Range to output from the entries below: the line containing "border:10px solid #d22;" through the line containing "position:absolute; width:77px; margin:-38px;". Set it down exactly, ends included, nothing else.
==============================
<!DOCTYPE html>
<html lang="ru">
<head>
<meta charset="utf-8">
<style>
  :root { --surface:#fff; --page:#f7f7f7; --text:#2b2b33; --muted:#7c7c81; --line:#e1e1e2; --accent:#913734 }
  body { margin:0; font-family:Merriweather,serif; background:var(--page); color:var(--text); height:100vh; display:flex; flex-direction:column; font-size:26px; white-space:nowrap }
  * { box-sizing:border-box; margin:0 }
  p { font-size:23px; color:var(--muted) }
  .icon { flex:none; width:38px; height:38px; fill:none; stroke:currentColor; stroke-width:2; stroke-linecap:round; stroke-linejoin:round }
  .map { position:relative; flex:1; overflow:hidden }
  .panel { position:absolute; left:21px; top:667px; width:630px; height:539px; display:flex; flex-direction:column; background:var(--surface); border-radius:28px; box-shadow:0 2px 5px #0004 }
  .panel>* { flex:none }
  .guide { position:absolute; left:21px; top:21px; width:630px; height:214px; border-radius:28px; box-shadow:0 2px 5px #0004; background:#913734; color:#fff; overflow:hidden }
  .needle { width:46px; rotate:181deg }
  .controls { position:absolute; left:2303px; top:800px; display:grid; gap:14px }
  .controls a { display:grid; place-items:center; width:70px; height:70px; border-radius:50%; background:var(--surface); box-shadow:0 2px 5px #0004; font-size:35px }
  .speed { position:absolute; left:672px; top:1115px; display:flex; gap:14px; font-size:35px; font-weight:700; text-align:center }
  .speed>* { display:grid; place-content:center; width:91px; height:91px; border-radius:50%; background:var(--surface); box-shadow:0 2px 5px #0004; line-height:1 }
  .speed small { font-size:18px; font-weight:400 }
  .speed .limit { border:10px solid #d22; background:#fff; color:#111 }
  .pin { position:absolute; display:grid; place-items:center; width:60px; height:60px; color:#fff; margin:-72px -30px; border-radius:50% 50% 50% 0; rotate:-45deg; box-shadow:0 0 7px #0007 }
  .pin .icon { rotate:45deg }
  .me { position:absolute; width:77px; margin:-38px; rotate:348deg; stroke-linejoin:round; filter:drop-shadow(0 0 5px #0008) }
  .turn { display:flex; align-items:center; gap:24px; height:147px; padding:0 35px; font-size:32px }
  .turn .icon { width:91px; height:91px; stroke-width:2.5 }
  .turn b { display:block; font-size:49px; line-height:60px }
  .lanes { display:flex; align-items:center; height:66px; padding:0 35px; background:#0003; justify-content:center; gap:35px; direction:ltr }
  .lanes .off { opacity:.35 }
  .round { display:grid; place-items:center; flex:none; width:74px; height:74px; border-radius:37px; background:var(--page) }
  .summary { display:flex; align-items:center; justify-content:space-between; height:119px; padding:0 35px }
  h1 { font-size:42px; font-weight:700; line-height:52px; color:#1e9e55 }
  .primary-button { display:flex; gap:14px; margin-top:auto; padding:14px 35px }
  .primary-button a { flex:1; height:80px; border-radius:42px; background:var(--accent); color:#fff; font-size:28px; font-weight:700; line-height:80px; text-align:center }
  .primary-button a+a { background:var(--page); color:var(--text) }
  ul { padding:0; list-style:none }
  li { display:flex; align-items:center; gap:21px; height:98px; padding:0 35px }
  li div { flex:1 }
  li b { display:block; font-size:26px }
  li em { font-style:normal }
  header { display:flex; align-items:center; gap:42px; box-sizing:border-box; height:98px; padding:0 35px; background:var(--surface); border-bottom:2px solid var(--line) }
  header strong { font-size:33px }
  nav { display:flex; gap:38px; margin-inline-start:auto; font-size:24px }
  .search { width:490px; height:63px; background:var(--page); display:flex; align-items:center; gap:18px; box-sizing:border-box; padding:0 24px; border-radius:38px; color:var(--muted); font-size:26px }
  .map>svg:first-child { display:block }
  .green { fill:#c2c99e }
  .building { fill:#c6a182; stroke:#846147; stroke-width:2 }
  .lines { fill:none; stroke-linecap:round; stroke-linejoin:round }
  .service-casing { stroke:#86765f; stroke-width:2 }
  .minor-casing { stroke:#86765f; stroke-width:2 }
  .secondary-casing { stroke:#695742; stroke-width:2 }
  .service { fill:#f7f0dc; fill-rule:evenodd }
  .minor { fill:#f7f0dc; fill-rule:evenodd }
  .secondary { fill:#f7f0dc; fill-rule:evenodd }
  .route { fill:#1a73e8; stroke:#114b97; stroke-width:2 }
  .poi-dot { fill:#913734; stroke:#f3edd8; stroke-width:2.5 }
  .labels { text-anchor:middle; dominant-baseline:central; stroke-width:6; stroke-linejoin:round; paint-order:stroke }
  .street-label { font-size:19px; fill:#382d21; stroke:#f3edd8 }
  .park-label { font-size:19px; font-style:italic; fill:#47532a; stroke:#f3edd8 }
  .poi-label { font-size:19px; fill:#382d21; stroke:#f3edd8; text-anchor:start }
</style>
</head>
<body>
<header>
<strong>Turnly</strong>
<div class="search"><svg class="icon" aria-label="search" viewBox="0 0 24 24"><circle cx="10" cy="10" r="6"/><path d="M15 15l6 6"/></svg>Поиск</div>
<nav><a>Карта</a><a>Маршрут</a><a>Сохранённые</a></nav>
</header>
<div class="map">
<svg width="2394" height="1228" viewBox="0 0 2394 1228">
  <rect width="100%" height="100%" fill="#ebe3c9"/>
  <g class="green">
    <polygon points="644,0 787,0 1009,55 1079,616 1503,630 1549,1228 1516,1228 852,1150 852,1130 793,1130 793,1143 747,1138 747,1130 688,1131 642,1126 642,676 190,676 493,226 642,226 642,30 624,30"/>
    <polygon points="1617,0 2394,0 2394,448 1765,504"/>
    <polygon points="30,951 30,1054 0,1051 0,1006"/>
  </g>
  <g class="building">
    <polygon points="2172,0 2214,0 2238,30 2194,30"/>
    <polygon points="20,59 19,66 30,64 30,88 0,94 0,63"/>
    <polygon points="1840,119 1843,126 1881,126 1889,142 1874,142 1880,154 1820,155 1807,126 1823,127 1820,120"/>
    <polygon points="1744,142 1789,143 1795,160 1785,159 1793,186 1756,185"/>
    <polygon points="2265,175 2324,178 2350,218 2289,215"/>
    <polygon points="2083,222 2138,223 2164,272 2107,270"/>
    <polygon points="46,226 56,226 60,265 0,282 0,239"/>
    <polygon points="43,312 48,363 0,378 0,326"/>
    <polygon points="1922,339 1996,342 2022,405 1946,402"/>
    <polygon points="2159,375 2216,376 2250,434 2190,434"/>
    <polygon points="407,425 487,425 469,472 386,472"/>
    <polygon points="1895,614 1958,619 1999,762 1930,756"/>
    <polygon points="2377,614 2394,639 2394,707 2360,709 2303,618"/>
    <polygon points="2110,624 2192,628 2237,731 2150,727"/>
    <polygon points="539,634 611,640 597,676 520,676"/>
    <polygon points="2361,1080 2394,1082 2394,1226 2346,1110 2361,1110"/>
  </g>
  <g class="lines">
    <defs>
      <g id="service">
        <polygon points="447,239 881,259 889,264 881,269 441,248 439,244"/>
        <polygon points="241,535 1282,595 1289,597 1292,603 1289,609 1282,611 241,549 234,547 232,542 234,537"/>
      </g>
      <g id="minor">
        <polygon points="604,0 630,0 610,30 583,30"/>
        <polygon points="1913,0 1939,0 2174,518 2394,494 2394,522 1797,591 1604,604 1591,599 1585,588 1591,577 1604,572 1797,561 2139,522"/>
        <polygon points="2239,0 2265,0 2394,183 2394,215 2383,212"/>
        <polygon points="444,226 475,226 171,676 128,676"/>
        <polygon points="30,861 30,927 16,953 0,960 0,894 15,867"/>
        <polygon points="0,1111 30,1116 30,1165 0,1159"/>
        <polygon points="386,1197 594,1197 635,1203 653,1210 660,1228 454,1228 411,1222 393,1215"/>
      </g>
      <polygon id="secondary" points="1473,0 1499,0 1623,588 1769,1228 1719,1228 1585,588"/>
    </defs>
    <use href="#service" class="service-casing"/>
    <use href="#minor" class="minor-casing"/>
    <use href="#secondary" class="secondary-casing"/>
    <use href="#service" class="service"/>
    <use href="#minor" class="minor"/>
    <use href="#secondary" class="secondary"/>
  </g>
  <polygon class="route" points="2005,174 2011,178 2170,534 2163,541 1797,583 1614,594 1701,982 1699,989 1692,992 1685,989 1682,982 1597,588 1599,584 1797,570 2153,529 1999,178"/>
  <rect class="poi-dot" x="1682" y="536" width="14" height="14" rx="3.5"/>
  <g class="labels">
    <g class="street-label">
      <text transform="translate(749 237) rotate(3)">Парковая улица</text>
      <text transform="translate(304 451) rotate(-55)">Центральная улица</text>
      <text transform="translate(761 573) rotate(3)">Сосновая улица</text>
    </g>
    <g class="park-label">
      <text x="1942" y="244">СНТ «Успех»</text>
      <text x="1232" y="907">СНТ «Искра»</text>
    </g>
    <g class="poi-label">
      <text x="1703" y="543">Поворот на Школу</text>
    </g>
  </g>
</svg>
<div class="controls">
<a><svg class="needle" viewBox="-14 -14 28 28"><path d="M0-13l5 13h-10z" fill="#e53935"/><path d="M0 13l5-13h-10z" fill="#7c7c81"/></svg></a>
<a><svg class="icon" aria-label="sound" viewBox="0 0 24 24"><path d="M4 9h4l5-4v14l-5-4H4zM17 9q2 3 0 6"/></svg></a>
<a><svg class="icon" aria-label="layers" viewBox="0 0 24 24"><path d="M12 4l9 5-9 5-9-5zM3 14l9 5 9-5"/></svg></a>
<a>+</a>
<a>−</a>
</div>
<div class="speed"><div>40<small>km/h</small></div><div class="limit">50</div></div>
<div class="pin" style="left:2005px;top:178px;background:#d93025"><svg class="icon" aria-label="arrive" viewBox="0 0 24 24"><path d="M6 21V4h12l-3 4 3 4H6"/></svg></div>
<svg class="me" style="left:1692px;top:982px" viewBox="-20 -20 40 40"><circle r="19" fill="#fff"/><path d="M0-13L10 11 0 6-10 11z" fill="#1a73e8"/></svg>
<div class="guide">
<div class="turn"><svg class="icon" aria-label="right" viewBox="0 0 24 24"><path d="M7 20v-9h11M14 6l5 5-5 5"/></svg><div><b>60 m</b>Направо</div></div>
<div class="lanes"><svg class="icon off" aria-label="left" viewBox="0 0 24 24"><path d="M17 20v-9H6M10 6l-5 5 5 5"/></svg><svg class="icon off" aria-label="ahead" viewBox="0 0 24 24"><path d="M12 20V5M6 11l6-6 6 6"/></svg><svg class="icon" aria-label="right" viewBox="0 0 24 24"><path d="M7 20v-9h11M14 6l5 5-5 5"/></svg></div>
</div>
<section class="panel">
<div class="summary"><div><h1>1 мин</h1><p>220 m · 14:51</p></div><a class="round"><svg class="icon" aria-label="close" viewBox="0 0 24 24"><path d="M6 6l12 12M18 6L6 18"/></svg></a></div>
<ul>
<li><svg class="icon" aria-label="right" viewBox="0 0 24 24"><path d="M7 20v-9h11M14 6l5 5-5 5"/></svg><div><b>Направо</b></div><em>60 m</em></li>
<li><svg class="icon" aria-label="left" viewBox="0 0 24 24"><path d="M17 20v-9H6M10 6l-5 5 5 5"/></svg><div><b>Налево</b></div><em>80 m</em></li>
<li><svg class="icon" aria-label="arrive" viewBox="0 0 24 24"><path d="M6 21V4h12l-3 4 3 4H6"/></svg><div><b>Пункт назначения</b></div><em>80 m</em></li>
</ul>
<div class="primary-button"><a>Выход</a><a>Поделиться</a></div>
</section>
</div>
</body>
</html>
==============================
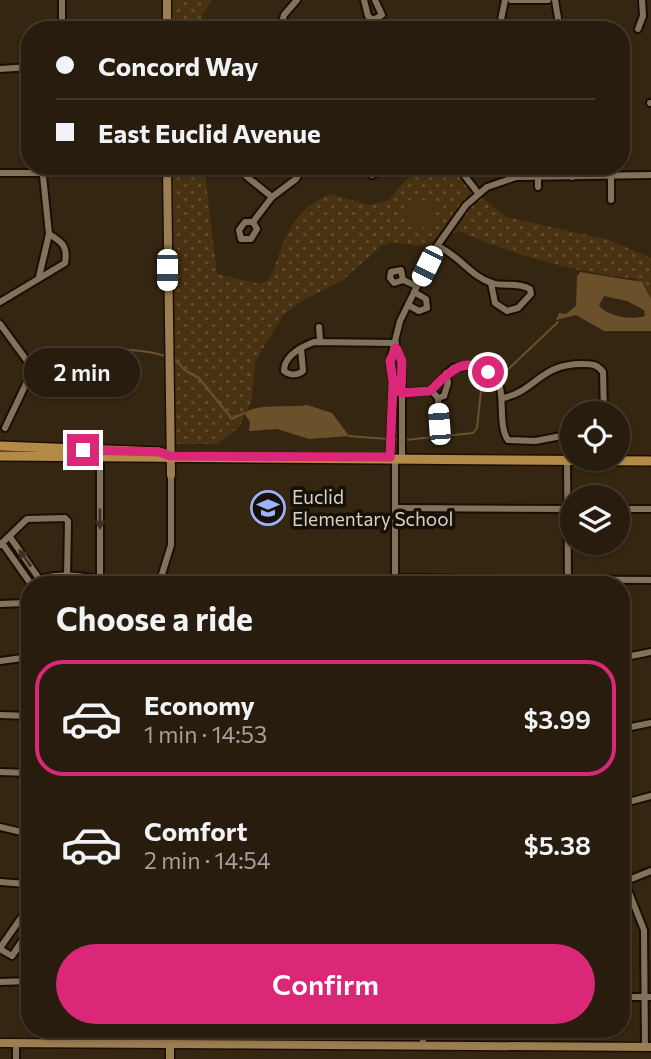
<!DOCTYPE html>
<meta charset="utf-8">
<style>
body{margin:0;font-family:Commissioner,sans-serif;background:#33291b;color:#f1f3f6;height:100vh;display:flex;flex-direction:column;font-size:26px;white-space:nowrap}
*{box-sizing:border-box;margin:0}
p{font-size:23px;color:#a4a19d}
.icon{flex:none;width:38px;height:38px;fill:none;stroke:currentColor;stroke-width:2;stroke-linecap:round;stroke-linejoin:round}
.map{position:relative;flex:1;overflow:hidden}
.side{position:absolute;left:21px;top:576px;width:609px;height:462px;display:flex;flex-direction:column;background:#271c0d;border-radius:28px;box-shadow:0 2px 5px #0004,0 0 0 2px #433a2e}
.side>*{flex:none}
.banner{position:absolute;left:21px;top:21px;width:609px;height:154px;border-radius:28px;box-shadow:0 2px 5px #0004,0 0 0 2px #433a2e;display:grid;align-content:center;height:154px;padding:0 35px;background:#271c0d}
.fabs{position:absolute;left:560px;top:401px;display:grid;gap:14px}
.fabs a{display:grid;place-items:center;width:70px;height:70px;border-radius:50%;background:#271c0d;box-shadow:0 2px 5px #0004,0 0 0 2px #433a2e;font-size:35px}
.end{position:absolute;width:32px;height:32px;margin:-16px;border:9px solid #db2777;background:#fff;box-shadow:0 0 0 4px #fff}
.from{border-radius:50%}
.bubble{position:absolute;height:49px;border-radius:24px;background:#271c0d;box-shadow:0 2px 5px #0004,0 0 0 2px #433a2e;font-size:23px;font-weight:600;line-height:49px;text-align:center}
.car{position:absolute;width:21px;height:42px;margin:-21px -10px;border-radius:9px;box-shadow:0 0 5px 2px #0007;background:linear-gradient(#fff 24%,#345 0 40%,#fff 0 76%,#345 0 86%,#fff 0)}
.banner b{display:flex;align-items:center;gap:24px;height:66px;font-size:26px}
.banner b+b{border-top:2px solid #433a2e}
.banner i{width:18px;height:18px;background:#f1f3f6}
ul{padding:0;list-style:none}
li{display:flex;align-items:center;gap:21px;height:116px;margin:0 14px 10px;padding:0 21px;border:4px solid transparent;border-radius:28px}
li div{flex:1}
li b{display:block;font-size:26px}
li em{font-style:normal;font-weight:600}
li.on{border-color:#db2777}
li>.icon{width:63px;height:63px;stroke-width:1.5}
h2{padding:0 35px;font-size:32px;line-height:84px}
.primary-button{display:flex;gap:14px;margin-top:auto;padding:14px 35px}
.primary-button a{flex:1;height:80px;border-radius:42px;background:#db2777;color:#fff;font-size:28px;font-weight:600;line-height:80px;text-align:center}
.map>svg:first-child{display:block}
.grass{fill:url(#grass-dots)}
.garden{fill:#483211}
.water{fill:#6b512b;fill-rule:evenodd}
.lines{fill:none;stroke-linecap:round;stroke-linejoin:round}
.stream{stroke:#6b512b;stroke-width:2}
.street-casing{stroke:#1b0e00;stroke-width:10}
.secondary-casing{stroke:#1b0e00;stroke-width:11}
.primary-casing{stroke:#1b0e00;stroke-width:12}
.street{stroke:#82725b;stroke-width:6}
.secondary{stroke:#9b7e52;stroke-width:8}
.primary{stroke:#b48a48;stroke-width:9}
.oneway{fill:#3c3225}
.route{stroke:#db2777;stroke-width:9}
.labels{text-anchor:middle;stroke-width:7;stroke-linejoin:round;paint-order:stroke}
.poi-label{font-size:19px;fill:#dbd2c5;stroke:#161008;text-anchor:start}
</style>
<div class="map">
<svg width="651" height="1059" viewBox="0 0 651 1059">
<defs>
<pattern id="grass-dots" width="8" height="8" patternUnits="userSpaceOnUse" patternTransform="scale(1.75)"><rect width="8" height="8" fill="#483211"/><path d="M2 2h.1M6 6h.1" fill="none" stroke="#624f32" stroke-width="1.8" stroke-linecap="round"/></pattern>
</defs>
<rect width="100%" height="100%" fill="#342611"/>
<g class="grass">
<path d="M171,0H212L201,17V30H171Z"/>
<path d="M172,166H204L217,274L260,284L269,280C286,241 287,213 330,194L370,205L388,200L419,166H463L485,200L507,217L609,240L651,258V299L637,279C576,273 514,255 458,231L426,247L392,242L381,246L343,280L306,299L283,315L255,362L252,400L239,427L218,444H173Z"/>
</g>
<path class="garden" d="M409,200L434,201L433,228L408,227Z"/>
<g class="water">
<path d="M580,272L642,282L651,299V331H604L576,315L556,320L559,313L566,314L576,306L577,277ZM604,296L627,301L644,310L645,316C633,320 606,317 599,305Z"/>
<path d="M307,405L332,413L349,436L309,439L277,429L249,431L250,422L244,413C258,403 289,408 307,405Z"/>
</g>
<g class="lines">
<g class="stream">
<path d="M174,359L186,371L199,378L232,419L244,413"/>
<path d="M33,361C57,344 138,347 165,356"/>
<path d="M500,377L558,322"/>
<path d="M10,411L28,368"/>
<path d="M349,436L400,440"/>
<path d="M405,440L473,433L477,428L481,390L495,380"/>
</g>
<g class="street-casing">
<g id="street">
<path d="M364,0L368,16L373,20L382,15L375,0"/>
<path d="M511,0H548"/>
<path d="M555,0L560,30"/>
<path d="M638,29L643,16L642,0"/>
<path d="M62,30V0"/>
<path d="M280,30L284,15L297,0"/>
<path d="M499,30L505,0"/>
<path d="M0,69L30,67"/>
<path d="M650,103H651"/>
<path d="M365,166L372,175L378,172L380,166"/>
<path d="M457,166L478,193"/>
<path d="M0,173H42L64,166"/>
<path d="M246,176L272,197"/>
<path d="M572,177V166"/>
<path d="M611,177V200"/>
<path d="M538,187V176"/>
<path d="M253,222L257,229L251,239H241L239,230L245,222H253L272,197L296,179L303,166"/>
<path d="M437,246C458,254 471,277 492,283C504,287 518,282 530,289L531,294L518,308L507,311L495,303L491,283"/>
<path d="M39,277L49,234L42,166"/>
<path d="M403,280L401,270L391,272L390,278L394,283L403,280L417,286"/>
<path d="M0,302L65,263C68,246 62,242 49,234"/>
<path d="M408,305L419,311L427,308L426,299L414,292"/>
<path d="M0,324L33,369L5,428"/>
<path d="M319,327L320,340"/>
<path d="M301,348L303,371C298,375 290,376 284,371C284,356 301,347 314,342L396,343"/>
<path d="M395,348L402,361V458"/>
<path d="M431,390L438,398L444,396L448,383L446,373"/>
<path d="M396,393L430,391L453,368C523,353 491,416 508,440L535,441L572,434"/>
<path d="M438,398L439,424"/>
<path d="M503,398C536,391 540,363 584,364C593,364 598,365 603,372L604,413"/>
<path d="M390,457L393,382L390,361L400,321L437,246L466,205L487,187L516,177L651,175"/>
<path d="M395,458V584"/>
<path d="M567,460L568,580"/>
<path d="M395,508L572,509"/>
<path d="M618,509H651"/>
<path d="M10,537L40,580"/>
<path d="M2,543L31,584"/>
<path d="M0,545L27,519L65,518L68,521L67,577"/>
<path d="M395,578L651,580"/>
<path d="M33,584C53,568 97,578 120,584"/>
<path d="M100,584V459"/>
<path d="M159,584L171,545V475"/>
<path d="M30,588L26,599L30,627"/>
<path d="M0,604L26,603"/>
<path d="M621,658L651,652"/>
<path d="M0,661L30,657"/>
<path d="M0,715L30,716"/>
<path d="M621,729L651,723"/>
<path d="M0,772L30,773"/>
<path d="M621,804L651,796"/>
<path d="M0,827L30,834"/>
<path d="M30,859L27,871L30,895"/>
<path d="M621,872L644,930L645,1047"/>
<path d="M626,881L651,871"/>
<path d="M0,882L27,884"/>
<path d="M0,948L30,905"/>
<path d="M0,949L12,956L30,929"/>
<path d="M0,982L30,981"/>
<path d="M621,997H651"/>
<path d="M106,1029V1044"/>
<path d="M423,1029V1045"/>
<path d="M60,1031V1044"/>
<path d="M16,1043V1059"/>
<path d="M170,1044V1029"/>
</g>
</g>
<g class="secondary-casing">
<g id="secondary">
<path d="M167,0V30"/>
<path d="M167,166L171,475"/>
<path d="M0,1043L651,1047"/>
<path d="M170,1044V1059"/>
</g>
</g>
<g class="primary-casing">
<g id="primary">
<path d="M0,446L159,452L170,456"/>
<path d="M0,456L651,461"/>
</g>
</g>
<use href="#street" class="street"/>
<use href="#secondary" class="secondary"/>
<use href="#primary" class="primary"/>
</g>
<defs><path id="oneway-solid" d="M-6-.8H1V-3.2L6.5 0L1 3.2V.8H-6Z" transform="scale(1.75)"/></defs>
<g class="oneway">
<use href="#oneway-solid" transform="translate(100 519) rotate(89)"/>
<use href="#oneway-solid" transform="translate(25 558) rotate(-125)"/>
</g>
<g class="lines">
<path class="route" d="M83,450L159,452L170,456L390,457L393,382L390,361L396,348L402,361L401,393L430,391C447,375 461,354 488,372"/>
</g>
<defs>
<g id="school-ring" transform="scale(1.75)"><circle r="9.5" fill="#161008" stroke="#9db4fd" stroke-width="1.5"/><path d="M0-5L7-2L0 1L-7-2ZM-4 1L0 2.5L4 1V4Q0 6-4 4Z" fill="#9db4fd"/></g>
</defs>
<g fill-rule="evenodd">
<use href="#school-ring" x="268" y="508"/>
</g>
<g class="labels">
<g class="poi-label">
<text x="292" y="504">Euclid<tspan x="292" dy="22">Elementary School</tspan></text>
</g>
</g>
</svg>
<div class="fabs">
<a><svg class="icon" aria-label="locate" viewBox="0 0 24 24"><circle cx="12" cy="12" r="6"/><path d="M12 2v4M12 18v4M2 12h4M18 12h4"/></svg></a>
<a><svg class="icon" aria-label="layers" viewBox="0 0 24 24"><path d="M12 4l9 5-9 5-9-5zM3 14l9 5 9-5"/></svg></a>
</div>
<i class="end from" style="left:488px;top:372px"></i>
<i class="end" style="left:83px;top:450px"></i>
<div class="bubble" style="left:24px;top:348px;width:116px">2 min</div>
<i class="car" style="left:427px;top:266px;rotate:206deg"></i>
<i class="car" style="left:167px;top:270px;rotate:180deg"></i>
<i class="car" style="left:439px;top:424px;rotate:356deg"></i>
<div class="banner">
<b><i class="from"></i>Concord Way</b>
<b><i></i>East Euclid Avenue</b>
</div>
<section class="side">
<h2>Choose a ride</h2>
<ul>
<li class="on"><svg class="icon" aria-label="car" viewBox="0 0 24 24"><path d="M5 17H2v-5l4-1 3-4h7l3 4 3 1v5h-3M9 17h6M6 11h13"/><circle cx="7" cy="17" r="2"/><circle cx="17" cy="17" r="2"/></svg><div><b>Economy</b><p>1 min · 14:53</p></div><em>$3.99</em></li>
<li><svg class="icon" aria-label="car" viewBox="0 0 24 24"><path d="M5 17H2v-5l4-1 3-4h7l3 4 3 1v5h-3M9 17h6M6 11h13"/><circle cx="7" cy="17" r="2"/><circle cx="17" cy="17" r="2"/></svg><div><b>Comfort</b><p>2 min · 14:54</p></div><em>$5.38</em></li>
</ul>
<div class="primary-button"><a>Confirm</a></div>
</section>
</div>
==============================
TASK RESULT:
  .speed .limit { border:10px solid #d22; background:#fff; color:#111 }
  .pin { position:absolute; display:grid; place-items:center; width:60px; height:60px; color:#fff; margin:-72px -30px; border-radius:50% 50% 50% 0; rotate:-45deg; box-shadow:0 0 7px #0007 }
  .pin .icon { rotate:45deg }
  .me { position:absolute; width:77px; margin:-38px; rotate:348deg; stroke-linejoin:round; filter:drop-shadow(0 0 5px #0008) }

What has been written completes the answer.